:: What this task involves ::
Would you write out the listing verbatim and skip every picture in it?

:: Data shown ::
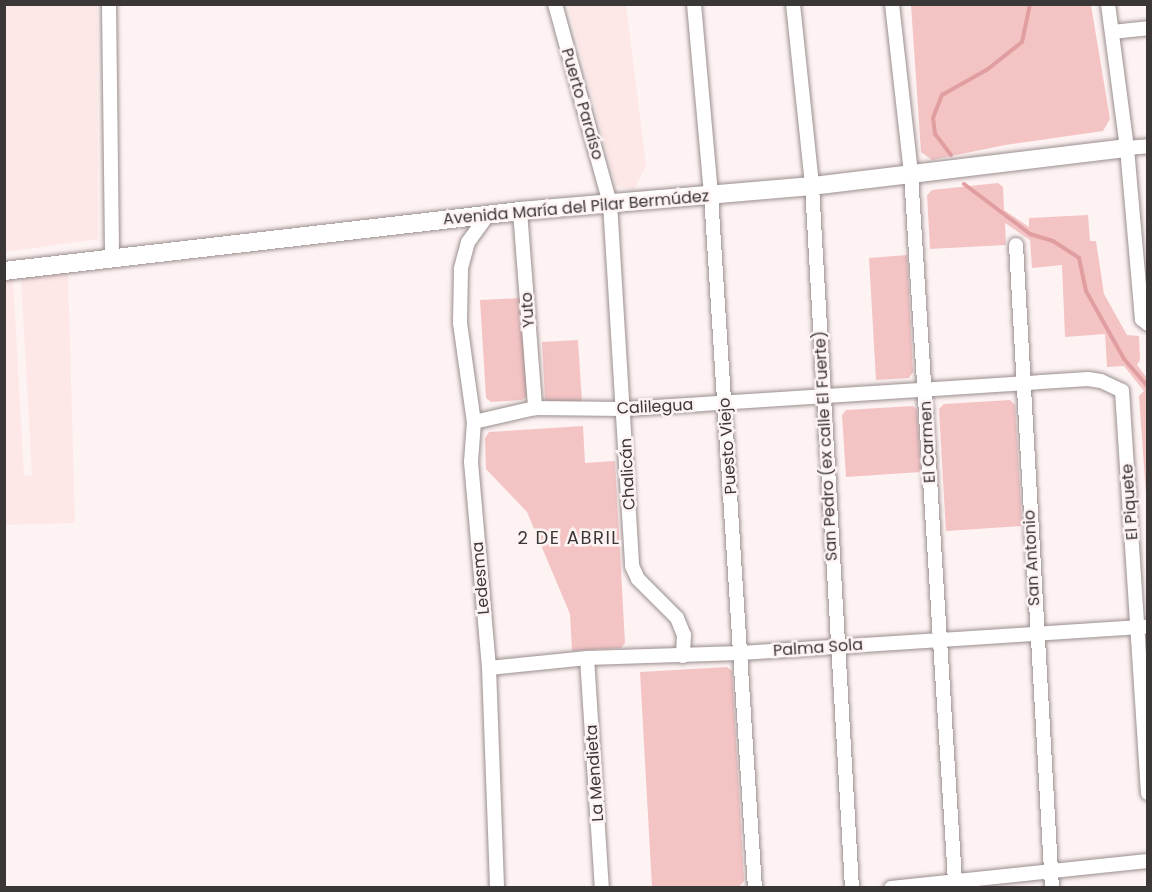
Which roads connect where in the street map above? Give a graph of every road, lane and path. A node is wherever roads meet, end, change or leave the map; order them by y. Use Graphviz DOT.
graph roads {
  1 [pos="109,4"];
  2 [pos="555,4"];
  3 [pos="694,4"];
  4 [pos="793,4"];
  5 [pos="892,4"];
  6 [pos="1108,4"];
  7 [pos="1148,28"];
  8 [pos="1112,32"];
  9 [pos="1148,146"];
  10 [pos="1127,148"];
  11 [pos="911,174"];
  12 [pos="812,186"];
  13 [pos="711,195"];
  14 [pos="610,202"];
  15 [pos="520,212"];
  16 [pos="487,216"];
  17 [pos="1016,245"];
  18 [pos="112,258"];
  19 [pos="4,271"];
  20 [pos="1148,324"];
  21 [pos="1023,383"];
  22 [pos="1122,391"];
  23 [pos="926,392"];
  24 [pos="824,398"];
  25 [pos="725,403"];
  26 [pos="535,408"];
  27 [pos="626,409"];
  28 [pos="474,422"];
  29 [pos="1143,627"];
  30 [pos="1035,635"];
  31 [pos="939,640"];
  32 [pos="837,647"];
  33 [pos="740,653"];
  34 [pos="683,656"];
  35 [pos="587,658"];
  36 [pos="489,668"];
  37 [pos="1148,793"];
  38 [pos="1148,861"];
  39 [pos="1050,872"];
  40 [pos="949,884"];
  41 [pos="497,888"];
  42 [pos="603,888"];
  43 [pos="754,888"];
  44 [pos="852,888"];
  45 [pos="891,888"];
  46 [pos="1052,888"];
  1 -- 18 [label="street"];
  2 -- 14 [label="street, Puerto Paraíso"];
  3 -- 13 [label="street, Puesto Viejo"];
  4 -- 12 [label="street, San Pedro (ex calle El Fuerte)"];
  5 -- 11 [label="street, El Carmen"];
  6 -- 8 [label="street"];
  7 -- 8 [label="street"];
  8 -- 10 [label="street"];
  9 -- 10 [label="street, Avenida María del Pilar Bermúdez"];
  10 -- 11 [label="street, Avenida María del Pilar Bermúdez"];
  10 -- 20 [label="street"];
  11 -- 12 [label="street, Avenida María del Pilar Bermúdez"];
  11 -- 23 [label="street, El Carmen"];
  12 -- 13 [label="street, Avenida María del Pilar Bermúdez"];
  12 -- 24 [label="street, San Pedro (ex calle El Fuerte)"];
  13 -- 14 [label="street, Avenida María del Pilar Bermúdez"];
  13 -- 25 [label="street, Puesto Viejo"];
  14 -- 15 [label="street, Avenida María del Pilar Bermúdez"];
  14 -- 27 [label="street, Chalicán"];
  15 -- 16 [label="street, Avenida María del Pilar Bermúdez"];
  15 -- 26 [label="street, Yuto"];
  16 -- 18 [label="street, Avenida María del Pilar Bermúdez"];
  16 -- 28 [label="street, Ledesma"];
  17 -- 21 [label="street, San Antonio"];
  18 -- 19 [label="street, Avenida María del Pilar Bermúdez"];
  21 -- 22 [label="street, Calilegua"];
  21 -- 23 [label="street, Calilegua"];
  21 -- 30 [label="street, San Antonio"];
  22 -- 29 [label="street, El Piquete"];
  23 -- 24 [label="street, Calilegua"];
  23 -- 31 [label="street, El Carmen"];
  24 -- 25 [label="street, Calilegua"];
  24 -- 32 [label="street, San Pedro (ex calle El Fuerte)"];
  25 -- 27 [label="street, Calilegua"];
  25 -- 33 [label="street, Puesto Viejo"];
  26 -- 27 [label="street, Calilegua"];
  26 -- 28 [label="street, Calilegua"];
  27 -- 34 [label="street, Chalicán"];
  28 -- 36 [label="street, Ledesma"];
  29 -- 30 [label="street, Palma Sola"];
  29 -- 37 [label="street, El Piquete"];
  30 -- 31 [label="street, Palma Sola"];
  30 -- 39 [label="street, San Antonio"];
  31 -- 32 [label="street, Palma Sola"];
  31 -- 40 [label="street, El Carmen"];
  32 -- 33 [label="street, Palma Sola"];
  32 -- 44 [label="street, San Pedro (ex calle El Fuerte)"];
  33 -- 34 [label="street, Palma Sola"];
  33 -- 43 [label="street, Puesto Viejo"];
  34 -- 35 [label="street, Palma Sola"];
  35 -- 36 [label="street, Palma Sola"];
  35 -- 42 [label="street, La Mendieta"];
  36 -- 41 [label="street, Ledesma"];
  38 -- 39 [label="street"];
  39 -- 40 [label="street"];
  39 -- 46 [label="street, San Antonio"];
  40 -- 45 [label="street"];
}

:: Your solution ::
Which roads connect where in the street map above? Give a graph of every road, lane and path. A node is wherever roads meet, end, change or leave the map; order them by y. Use Graphviz DOT.
graph roads {
  1 [pos="109,4"];
  2 [pos="555,4"];
  3 [pos="694,4"];
  4 [pos="793,4"];
  5 [pos="892,4"];
  6 [pos="1108,4"];
  7 [pos="1148,28"];
  8 [pos="1112,32"];
  9 [pos="1148,146"];
  10 [pos="1127,148"];
  11 [pos="911,174"];
  12 [pos="812,186"];
  13 [pos="711,195"];
  14 [pos="610,202"];
  15 [pos="520,212"];
  16 [pos="487,216"];
  17 [pos="1016,245"];
  18 [pos="112,258"];
  19 [pos="4,271"];
  20 [pos="1148,324"];
  21 [pos="1023,383"];
  22 [pos="1122,391"];
  23 [pos="926,392"];
  24 [pos="824,398"];
  25 [pos="725,403"];
  26 [pos="535,408"];
  27 [pos="626,409"];
  28 [pos="474,422"];
  29 [pos="1143,627"];
  30 [pos="1035,635"];
  31 [pos="939,640"];
  32 [pos="837,647"];
  33 [pos="740,653"];
  34 [pos="683,656"];
  35 [pos="587,658"];
  36 [pos="489,668"];
  37 [pos="1148,793"];
  38 [pos="1148,861"];
  39 [pos="1050,872"];
  40 [pos="949,884"];
  41 [pos="497,888"];
  42 [pos="603,888"];
  43 [pos="754,888"];
  44 [pos="852,888"];
  45 [pos="891,888"];
  46 [pos="1052,888"];
  1 -- 18 [label="street"];
  2 -- 14 [label="street, Puerto Paraíso"];
  3 -- 13 [label="street, Puesto Viejo"];
  4 -- 12 [label="street, San Pedro (ex calle El Fuerte)"];
  5 -- 11 [label="street, El Carmen"];
  6 -- 8 [label="street"];
  7 -- 8 [label="street"];
  8 -- 10 [label="street"];
  9 -- 10 [label="street, Avenida María del Pilar Bermúdez"];
  10 -- 11 [label="street, Avenida María del Pilar Bermúdez"];
  10 -- 20 [label="street"];
  11 -- 12 [label="street, Avenida María del Pilar Bermúdez"];
  11 -- 23 [label="street, El Carmen"];
  12 -- 13 [label="street, Avenida María del Pilar Bermúdez"];
  12 -- 24 [label="street, San Pedro (ex calle El Fuerte)"];
  13 -- 14 [label="street, Avenida María del Pilar Bermúdez"];
  13 -- 25 [label="street, Puesto Viejo"];
  14 -- 15 [label="street, Avenida María del Pilar Bermúdez"];
  14 -- 27 [label="street, Chalicán"];
  15 -- 16 [label="street, Avenida María del Pilar Bermúdez"];
  15 -- 26 [label="street, Yuto"];
  16 -- 18 [label="street, Avenida María del Pilar Bermúdez"];
  16 -- 28 [label="street, Ledesma"];
  17 -- 21 [label="street, San Antonio"];
  18 -- 19 [label="street, Avenida María del Pilar Bermúdez"];
  21 -- 22 [label="street, Calilegua"];
  21 -- 23 [label="street, Calilegua"];
  21 -- 30 [label="street, San Antonio"];
  22 -- 29 [label="street, El Piquete"];
  23 -- 24 [label="street, Calilegua"];
  23 -- 31 [label="street, El Carmen"];
  24 -- 25 [label="street, Calilegua"];
  24 -- 32 [label="street, San Pedro (ex calle El Fuerte)"];
  25 -- 27 [label="street, Calilegua"];
  25 -- 33 [label="street, Puesto Viejo"];
  26 -- 27 [label="street, Calilegua"];
  26 -- 28 [label="street, Calilegua"];
  27 -- 34 [label="street, Chalicán"];
  28 -- 36 [label="street, Ledesma"];
  29 -- 30 [label="street, Palma Sola"];
  29 -- 37 [label="street, El Piquete"];
  30 -- 31 [label="street, Palma Sola"];
  30 -- 39 [label="street, San Antonio"];
  31 -- 32 [label="street, Palma Sola"];
  31 -- 40 [label="street, El Carmen"];
  32 -- 33 [label="street, Palma Sola"];
  32 -- 44 [label="street, San Pedro (ex calle El Fuerte)"];
  33 -- 34 [label="street, Palma Sola"];
  33 -- 43 [label="street, Puesto Viejo"];
  34 -- 35 [label="street, Palma Sola"];
  35 -- 36 [label="street, Palma Sola"];
  35 -- 42 [label="street, La Mendieta"];
  36 -- 41 [label="street, Ledesma"];
  38 -- 39 [label="street"];
  39 -- 40 [label="street"];
  39 -- 46 [label="street, San Antonio"];
  40 -- 45 [label="street"];
}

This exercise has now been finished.